London-based AstraZeneca plc's EGFR drug Iressa (gefitinib) failed in Phase III against NSCLC a year ago, with consequences for others developing similar therapies, but a 10 percent response rate for Iressa in a Phase II study led to its approval earlier this year. (See BioWorld Today, Aug. 20, 2002, and May 6, 2003.)

Tarceva also is being tested in combination with gemcitabine in a Phase III trial with previously untreated, advanced pancreatic cancer patients.

"The trial's fully enrolled but we don't expect data until next year," Sweeney said.

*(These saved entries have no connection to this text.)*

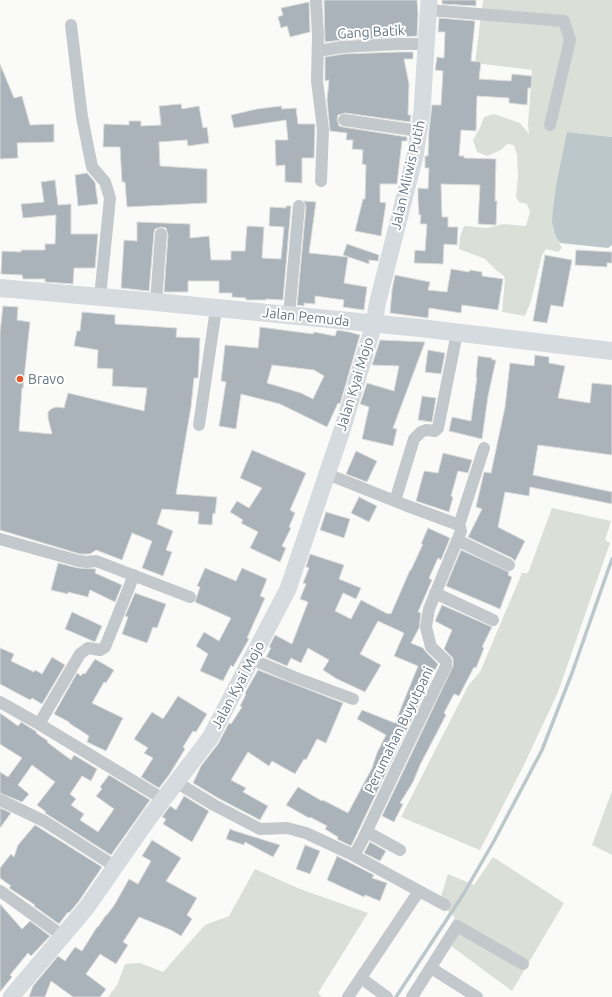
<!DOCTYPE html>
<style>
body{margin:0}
canvas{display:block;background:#fafaf8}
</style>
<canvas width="612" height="997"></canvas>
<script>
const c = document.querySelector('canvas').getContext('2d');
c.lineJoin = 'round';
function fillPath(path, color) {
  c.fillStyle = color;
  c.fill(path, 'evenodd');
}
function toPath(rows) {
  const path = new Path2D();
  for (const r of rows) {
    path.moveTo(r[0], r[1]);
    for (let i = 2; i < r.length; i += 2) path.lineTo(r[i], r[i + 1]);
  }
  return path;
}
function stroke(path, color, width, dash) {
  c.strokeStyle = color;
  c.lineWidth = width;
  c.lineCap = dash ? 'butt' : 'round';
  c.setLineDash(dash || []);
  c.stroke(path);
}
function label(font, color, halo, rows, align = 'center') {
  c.font = font + ' Ubuntu,sans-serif';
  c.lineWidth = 4;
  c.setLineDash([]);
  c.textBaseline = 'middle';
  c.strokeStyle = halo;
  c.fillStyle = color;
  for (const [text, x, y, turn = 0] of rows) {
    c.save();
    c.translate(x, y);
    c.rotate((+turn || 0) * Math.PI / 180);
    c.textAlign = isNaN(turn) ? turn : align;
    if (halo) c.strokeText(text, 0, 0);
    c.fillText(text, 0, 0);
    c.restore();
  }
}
fillPath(toPath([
 [483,0,612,0,612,137,567,132,556,237,562,248,558,252,546,249,542,255,531,301,525,316,502,312,505,280,504,276,496,270,485,259,459,249,460,237,464,226,487,228,503,224,526,226,530,212,527,204,519,202,516,197,518,176,517,155,514,145,507,144,501,150,487,156,477,152,473,140,480,128,484,117,494,114,520,123,529,134,528,124,532,70,475,63],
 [552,508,611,521,605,540,610,543,558,692,523,767,480,850,401,817,468,686,480,672,522,573,528,573],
 [612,791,612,855,592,845],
 [493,857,564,903,512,991,443,940,455,917,439,903,448,874,474,885],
 [255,869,300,889,368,913,318,993,322,997,108,997,117,985,125,964,140,963,163,972,205,925,229,916]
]), '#dadfd7');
fillPath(toPath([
 [567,132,612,137,612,245,608,248,560,243,556,237,552,222,553,210,556,186]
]), '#bbc7cb');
stroke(toPath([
 [396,997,464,893,494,841,542,750,572,673,612,559]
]), '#bbc7cb', 3.5);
const building = toPath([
 [324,0,417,0,418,14,417,36,342,40,325,42,324,0],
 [442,0,476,0,476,6,442,4,442,0],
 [309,2,310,32,290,37,287,26,281,28,278,17,283,15,281,8,309,2],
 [439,18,475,21,471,61,481,62,479,79,511,81,512,74,532,76,531,88,528,88,527,105,509,103,509,98,477,96,476,131,461,130,459,156,464,156,464,158,496,159,495,201,497,201,496,225,478,224,480,185,441,184,442,217,448,217,448,227,458,227,457,245,444,244,443,264,414,263,415,250,425,251,427,224,420,224,421,215,419,215,418,200,418,188,428,189,429,168,425,168,425,156,428,156,429,130,432,105,441,105,443,71,435,70,437,57,444,58,445,32,438,32,439,18],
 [398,52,413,52,413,59,404,59,409,84,408,115,411,115,410,122,345,113,338,115,337,119,339,126,343,127,407,137,407,141,402,141,397,184,380,184,380,202,386,203,381,236,355,231,363,199,365,199,366,165,362,164,363,150,352,149,353,140,346,140,347,133,330,131,327,100,329,80,325,81,325,57,343,54,398,52],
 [0,64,14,98,22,96,30,125,54,124,54,142,17,143,18,158,0,159,0,64],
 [181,104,182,109,199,106,203,128,207,127,209,143,188,146,187,140,159,142,160,166,207,169,207,203,127,207,125,182,122,182,120,147,103,147,104,124,129,125,129,121,141,121,141,126,161,125,159,106,181,104],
 [281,106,282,109,296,108,298,124,315,124,314,158,302,158,302,183,285,182,285,165,276,166,275,140,288,140,286,120,234,128,231,115,257,109,281,106],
 [87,173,95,182,98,204,78,206,75,175,87,173],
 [55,180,58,205,71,204,71,234,98,234,95,268,74,268,73,284,45,282,45,279,23,279,22,275,1,274,2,251,21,252,21,250,45,250,45,244,55,244,56,215,23,218,21,204,44,202,41,182,55,180],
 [304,201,316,202,309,253,348,257,344,283,367,287,364,310,343,307,344,300,315,296,315,304,304,303,304,306,297,305,306,207,304,201],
 [286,206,291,206,283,300,266,299,266,300,246,300,246,298,232,297,232,293,219,293,219,281,188,281,188,292,164,292,168,235,166,228,161,227,155,229,154,233,149,291,121,288,124,240,137,241,137,222,190,224,190,238,209,236,211,260,231,260,231,251,245,251,247,226,264,227,262,258,281,259,284,227,269,226,270,207,286,208,286,206],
 [347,244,379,255,378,261,369,260,369,264,343,255,347,244],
 [576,250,612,252,612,263,607,263,607,267,575,265,576,250],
 [545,255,572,260,563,307,551,305,547,323,533,321,545,255],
 [451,269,469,272,470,270,482,272,482,276,503,279,498,310,462,305,461,313,429,308,428,318,390,313,392,290,395,275,430,282,428,290,447,292,451,269],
 [3,306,18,307,17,320,30,322,23,388,22,388,19,431,52,434,48,418,48,412,51,409,56,407,64,408,68,393,144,411,147,388,112,386,113,369,97,368,98,350,74,346,77,331,80,331,82,312,115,315,115,324,177,328,176,337,200,338,198,378,194,378,191,407,176,494,217,497,215,514,213,513,212,525,198,524,199,512,162,509,157,524,173,531,166,550,172,552,163,576,142,568,152,541,132,533,122,560,96,550,90,554,80,554,0,530,0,332,3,306],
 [260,327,313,334,314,332,335,336,337,330,349,332,360,335,340,404,338,403,327,427,280,404,241,394,236,429,219,426,226,382,221,381,225,345,258,348,260,327],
 [272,365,314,370,324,376,313,399,301,393,267,383,272,365],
 [380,340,425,342,393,428,397,429,393,446,362,439,369,407,360,404,367,383,394,391,399,366,372,365,380,340],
 [428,350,445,353,441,374,425,372,428,350],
 [535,355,549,357,549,363,565,366,558,398,590,403,592,383,612,385,612,455,538,445,533,475,612,492,612,504,530,487,529,496,505,492,498,527,525,541,515,561,512,558,468,537,482,509,476,507,484,472,491,473,505,407,510,363,534,366,535,355],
 [478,356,492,358,492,360,496,360,488,396,482,439,449,431,452,417,471,421,477,377,476,377,478,356],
 [422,396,436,398,432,422,418,420,422,396],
 [252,450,306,473,290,510,295,513,289,527,291,528,282,546,286,548,280,562,250,548,258,532,241,523,243,520,230,512,237,501,249,508,262,488,240,478,252,450],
 [356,451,377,461,367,482,346,474,356,451],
 [443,453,472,460,468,473,458,471,451,496,453,497,449,512,416,501,424,471,438,473,443,453],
 [359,497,377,506,369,522,351,513,359,497],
 [326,512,350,519,344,538,320,530,326,512],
 [428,528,450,538,441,560,438,558,429,578,432,580,418,612,421,613,419,628,411,643,423,648,426,652,438,664,351,846,337,839,338,837,325,829,327,826,310,817,309,818,286,805,298,787,322,801,323,800,348,813,372,768,377,753,386,735,357,719,362,710,395,723,418,666,394,656,404,633,378,621,360,654,381,665,365,692,337,679,323,670,329,660,308,648,301,663,291,658,287,666,266,657,271,648,269,647,275,635,292,644,308,602,300,599,306,584,303,583,309,568,306,567,310,554,344,565,339,579,361,588,356,599,343,593,335,611,351,619,361,600,388,614,389,613,391,614,410,570,411,570,423,544,421,544,428,528],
 [461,550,509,572,508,575,512,577,500,609,446,586,461,550],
 [58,563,78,568,96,569,95,573,122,585,115,602,90,590,88,597,68,592,68,594,51,590,58,563],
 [205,568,236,581,242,568,267,579,260,596,265,598,247,638,249,639,233,667,231,665,223,681,200,671,208,654,196,646,204,632,219,641,231,618,195,602,200,587,197,586,205,568],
 [135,593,166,604,157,628,153,627,147,643,122,634,128,617,125,616,135,593],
 [442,605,492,627,482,647,484,648,476,668,474,667,459,696,454,694,444,713,446,715,420,765,413,782,400,803,403,804,394,822,382,816,453,666,453,658,444,649,452,630,435,621,442,605],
 [72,612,102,626,95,642,65,629,72,612],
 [0,648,14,654,11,661,34,672,35,670,42,674,52,657,65,665,42,704,32,698,30,700,0,684,0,648],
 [95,659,114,670,106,683,104,682,92,703,123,718,106,751,87,742,89,736,69,723,69,722,54,714,77,673,81,676,83,673,85,674,95,659],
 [258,670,343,703,326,743,317,739,306,760,304,759,295,774,272,761,269,766,248,752,231,780,246,788,243,792,268,806,260,820,218,798,193,783,201,766,218,744,229,723,231,724,242,707,240,706,246,694,245,693,258,670],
 [178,696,207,714,196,732,193,731,183,747,185,749,169,775,159,788,141,777,153,758,144,753,148,748,134,739,152,712,163,719,178,696],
 [0,713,18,726,21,722,37,732,36,733,48,741,47,742,71,760,74,755,97,769,91,781,82,776,70,794,76,799,71,805,84,814,80,820,98,832,114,809,96,796,102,789,100,787,109,775,150,800,111,855,45,813,46,812,37,805,55,782,32,765,18,785,29,794,22,802,0,793,0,772,8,777,22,758,0,744,0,713],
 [184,796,209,811,192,842,163,824,166,819,162,817,170,806,176,810,184,796],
 [0,808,11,813,0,828,0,808],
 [35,825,102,867,79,901,69,913,68,912,59,924,34,906,35,905,9,888,11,886,0,878,0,868,11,854,14,857,18,845,35,825],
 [230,829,235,831,280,845,273,857,245,842,244,845,226,839,230,829],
 [152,840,181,858,166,881,197,898,187,915,192,919,181,936,171,930,139,917,123,942,128,945,116,964,100,954,86,974,106,989,100,997,73,997,51,981,45,997,29,997,33,986,58,956,65,961,75,947,82,951,97,927,98,927,106,915,107,915,115,904,129,879,138,884,151,861,142,856,152,840],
 [370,842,386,851,380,861,364,853,370,842],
 [305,845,320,851,310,874,296,869,305,845],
 [337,856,374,875,372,878,387,883,380,901,365,895,364,897,327,880,337,856],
 [0,904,22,929,30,921,50,936,31,956,28,953,10,975,12,977,0,992,0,904]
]);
fillPath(building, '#aab3b9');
stroke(building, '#dcdcda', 1);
stroke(toPath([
 [316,0,318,35,317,81,323,129,321,181],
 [429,10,564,21,570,40,550,125],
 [71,25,82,117,92,167,105,182,110,198,100,297],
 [318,51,342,47,398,44,427,44],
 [344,120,419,131],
 [156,302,161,234],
 [289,315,299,206],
 [199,425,216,309],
 [395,501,414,439,421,432,426,430,435,431,438,428,457,333],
 [459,525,484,448],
 [0,539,79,561,87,562,96,561,190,597],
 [457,540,509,565],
 [435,593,493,620],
 [251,659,294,677,353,699],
 [0,702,39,724,163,799],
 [39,724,80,654,88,648,100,650,105,647,134,575],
 [176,782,214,805,260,829,287,828,306,833,351,854,356,852,363,839,398,765,446,666,446,661,431,647,426,627,429,609,461,531,460,527,459,525,405,505,327,474],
 [0,800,44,821,116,867],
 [367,832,400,850],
 [351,854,445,905],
 [0,891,63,936],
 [431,968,477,997],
 [361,978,387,997],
 [348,997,419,891],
 [412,997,457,926,523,964]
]), '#c3c8cc', 12);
stroke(toPath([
 [11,997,87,907,149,818,210,738,288,589,342,430,374,324,377,305,415,156,422,111,429,0]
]), '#d6dbdf', 17);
stroke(toPath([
 [0,288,156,302,420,328,612,351]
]), '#d6dbdf', 18);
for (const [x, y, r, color] of [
 [20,379,4,"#e4572e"]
]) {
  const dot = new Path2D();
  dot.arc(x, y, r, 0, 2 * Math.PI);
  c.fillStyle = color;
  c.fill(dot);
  stroke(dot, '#fff', 1.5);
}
label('14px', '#657683', '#fff', [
 ["Gang Batik",371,32,-3],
 ["Jalan Mliwis Putih",408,175,-77],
 ["Jalan Pemuda",306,317,6],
 ["Jalan Kyai Mojo",355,384,-73],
 ["Jalan Kyai Mojo",238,685,-62],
 ["Perumahan Buyutpani",399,730,-64]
]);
label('14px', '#657683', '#fff', [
 ["Bravo",28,379]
], 'left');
</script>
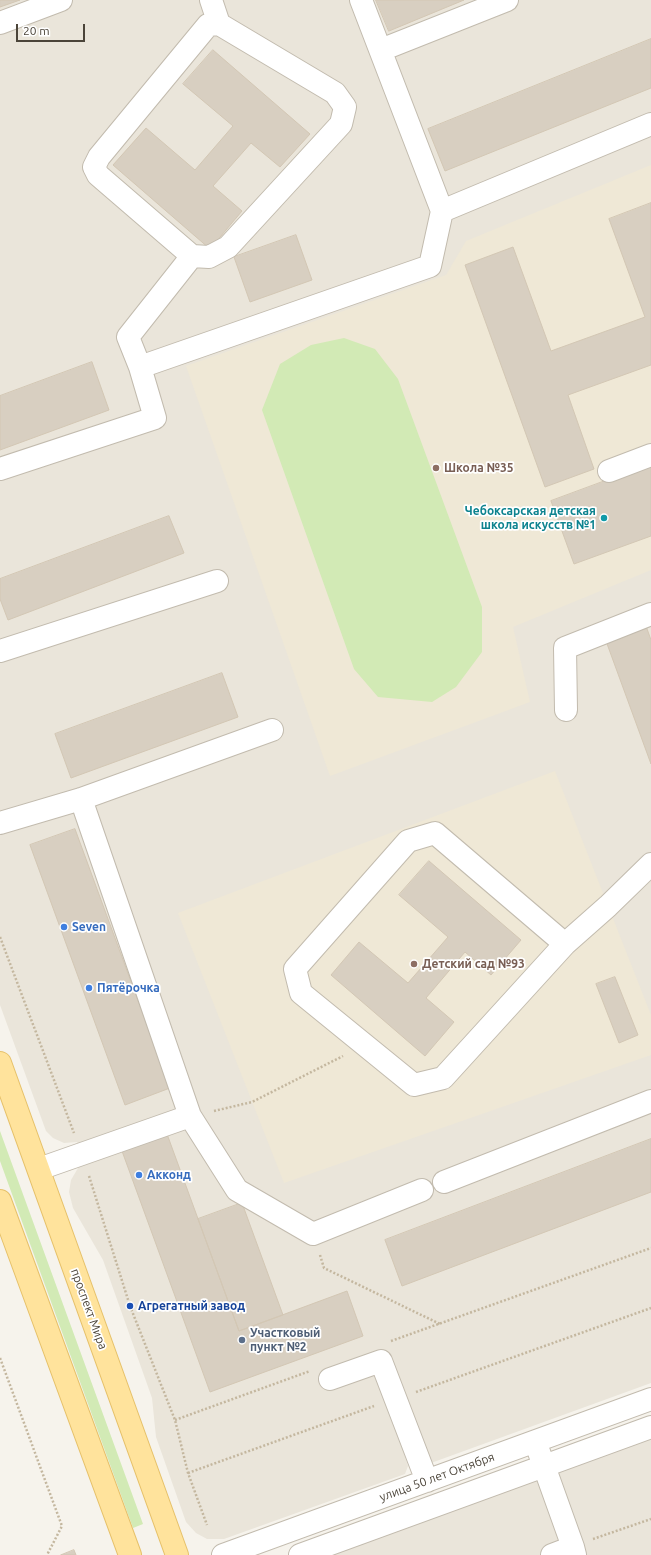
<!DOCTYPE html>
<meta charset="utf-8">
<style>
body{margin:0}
#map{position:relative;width:651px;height:1555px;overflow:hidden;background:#f6f3ec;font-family:Ubuntu,sans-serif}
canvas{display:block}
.scale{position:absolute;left:16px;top:24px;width:69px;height:18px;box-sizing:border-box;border:2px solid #4b4439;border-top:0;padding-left:5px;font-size:12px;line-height:14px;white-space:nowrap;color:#4b4439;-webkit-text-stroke:3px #fff;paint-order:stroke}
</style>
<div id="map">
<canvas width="651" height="1555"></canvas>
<div class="scale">20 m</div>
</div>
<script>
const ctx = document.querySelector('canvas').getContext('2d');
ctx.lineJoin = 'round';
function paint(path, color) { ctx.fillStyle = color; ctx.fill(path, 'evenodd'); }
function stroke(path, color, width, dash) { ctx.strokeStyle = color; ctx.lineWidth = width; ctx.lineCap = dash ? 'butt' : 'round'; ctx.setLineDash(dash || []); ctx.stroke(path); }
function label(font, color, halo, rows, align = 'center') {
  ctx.font = font + ' Ubuntu,sans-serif'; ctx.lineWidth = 3.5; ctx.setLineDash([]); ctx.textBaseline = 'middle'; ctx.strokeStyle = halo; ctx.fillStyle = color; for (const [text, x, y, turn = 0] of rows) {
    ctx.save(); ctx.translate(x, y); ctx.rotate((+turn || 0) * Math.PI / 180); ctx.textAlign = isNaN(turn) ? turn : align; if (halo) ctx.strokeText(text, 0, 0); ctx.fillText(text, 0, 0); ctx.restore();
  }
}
const residential = new Path2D(`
 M0,0H651V1383L431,1463L388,1402L408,1466L405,1474L224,1539H207L196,1533L186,1522L156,1437L152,1398L103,1260L73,1208L69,1192L71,1180L78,1168L84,1162L77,1142L64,1143L53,1138L46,1131L0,1005Z
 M651,1435V1555H327Z`);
const education = new Path2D(`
 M651,165V570L513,627L530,702L330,776L186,366L446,275L466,241Z
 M555,771L651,1015V1055L284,1183L178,913Z`);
const green = new Path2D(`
 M344,338L375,349L398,379L482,607V652L456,687L432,702L378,697L354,669L262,410L280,364L311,345Z
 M0,1131L143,1524L133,1528L0,1161Z`);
const building = new Path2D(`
 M0,0H20L0,7Z
 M376,0H464L389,31Z
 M651,39V88L445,171L428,129Z
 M213,50L310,134L280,167L251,143L213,186L242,211L210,249L113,165L146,128L195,170L233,126L183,84Z
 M651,203V365L568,395L594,469L545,487L465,265L513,247L551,351L645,317L609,219Z
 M296,235L312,280L250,302L234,257Z
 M92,362L109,410L0,450V396Z
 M651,464V536L574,564L551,501Z
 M169,516L184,553L8,620L0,599V579Z
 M646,626L651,640V764L606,641Z
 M222,673L238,717L71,778L55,734Z
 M75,829L170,1088L125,1105L30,845Z
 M429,861L521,940L491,975L465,952L426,998L454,1022L425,1056L331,975L359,942L408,983L448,937L399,895Z
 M615,977L638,1035L619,1043L596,984Z
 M167,1134L239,1331L347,1291L363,1336L210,1392L122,1151Z
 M651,1139V1192L402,1286L385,1240Z
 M242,1203L283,1315L239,1331L198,1219Z
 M74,1550L76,1555H61Z`);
const path = new Path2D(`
 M0,937L74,1133
 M214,1111L252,1102L343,1056
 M89,1176L130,1306L175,1420L188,1473L207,1525
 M320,1255L324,1268L440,1324
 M391,1341L651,1248
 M0,1358L62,1526L47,1555
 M416,1392L651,1308
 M175,1420L310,1371
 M188,1473L374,1406
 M593,1539L651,1519`);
const minor = new Path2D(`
 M211,0L219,24
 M361,0L442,211
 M0,23L61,0
 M219,24L335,93L345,107L341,124L228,247L209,257L192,256L98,175L94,167L99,157L208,25Z
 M381,50L507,0
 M140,367L128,337L192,256
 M0,469L155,418L140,367L430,266L442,211L651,124
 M609,471L651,455
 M0,651L217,581
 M566,710L565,648L651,614
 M81,799L190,1116L237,1190L313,1234L422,1190
 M0,823L81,799L272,730
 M565,944L435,833L408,841L295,969L301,993L414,1085L443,1078L565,944L608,906L651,864
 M39,1169L190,1116
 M444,1182L651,1101
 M330,1379L381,1361L427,1481
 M539,1452L573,1547L575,1555
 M223,1555L651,1399
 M300,1555L651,1427
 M552,1555L573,1547`);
const major = new Path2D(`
 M0,1063L177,1555
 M0,1201L130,1555`);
const markers = [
 [436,468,4,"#8d6e63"],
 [604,518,4,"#0f9aa8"],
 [64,927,4,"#3f7fe0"],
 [414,964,4,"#8d6e63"],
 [89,988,4,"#3f7fe0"],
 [139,1175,4,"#3f7fe0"],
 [130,1306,4,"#1a4fb4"],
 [242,1340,4,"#5c6f8a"]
];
const educationNames = [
 ["Школа №35",444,468],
 ["Детский сад №93",422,964]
];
const cultureNames = [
 ["Чебоксарская детская",596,511],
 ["школа искусств №1",596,525]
];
const shopNames = [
 ["Seven",72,927],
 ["Пятёрочка",97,988],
 ["Акконд",147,1175]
];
const transitNames = [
 ["Агрегатный завод",138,1306]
];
const streetNames = [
 ["проспект Мира",89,1309,70],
 ["улица 50 лет Октября",437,1477,-20]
];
const serviceNames = [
 ["Участковый",250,1333],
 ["пункт №2",250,1347]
];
paint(residential, '#eae5da');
paint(education, '#efe8d6');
paint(green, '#d2eab5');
paint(building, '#d8cfc1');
stroke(building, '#d3c7b4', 1);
stroke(minor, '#c2bbae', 24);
stroke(major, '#e6c16a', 24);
stroke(path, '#c4b79f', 2.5, [2, 2]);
stroke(minor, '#fff', 22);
stroke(major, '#ffe39c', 22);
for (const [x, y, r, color] of markers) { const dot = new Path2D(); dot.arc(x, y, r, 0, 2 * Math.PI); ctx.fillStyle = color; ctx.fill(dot); stroke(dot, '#fff', 1.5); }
label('bold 12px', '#785e54', '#fff', educationNames, 'left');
label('bold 12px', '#0d838f', '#fff', cultureNames, 'right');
label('bold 12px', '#366cbe', '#fff', shopNames, 'left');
label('bold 12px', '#164399', '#fff', transitNames, 'left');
label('12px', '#4b4439', '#fff', streetNames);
label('bold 12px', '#4e5e75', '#fff', serviceNames, 'left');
</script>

Friday, though, the spotlight was on brain cancer. Having gained orphan drug status for Tarceva against glioma, Genentech - in collaboration with a nonprofit group of neuro-oncology centers called the Accelerate Brain Cancer Cure Clinical Network - plans to enroll up to 110 patients who have experienced their first relapse of the disease, which is the most common form of primary brain cancer and strikes about 7,000 people annually in the U.S.

"If you look at EGFR overexpression, it's much higher in brain cancer than in any of the other areas," Sweeney said, suggesting that EGFR may play a "special role" in this disease so that Tarceva could be particularly effective.

Genentech and OSI disclosed results from the Phase I trial in glioma during the rain of favorable cancer news from this year's meeting of the American Society of Clinical Oncology in Chicago. (See BioWorld Today, June 3, 2003.)

Physicians now attack glioma with surgery, radiation and chemotherapy.

"Some tumors are operable and some aren't," Sweeney noted. "A lot of times the chemotherapy has to be administered via wafers that are implanted," since available drugs - unlike the small-molecule Tarceva - can't cross the blood-brain barrier.

"It's definitely a difficult disease for physicians to treat," she said, noting that patients have a life expectancy after diagnosis of 12 months to 18 months.

Aiming to stoke its pipeline further back, Genentech had more news less than a week ago, when it bought for an undisclosed amount patent rights for diagnostics and small-molecule products based on a gene from Human Genome Sciences Inc., of Rockville, Md.

"We're looking at what disease states are appropriate targets," Sweeney said.

Genentech's stock (NYSE:DNA) closed Friday at $75.39, down 41 cents. Melville, N.Y.-based OSI's shares (NASDAQ:OSIP) ended the day at $29.85, down 6 cents.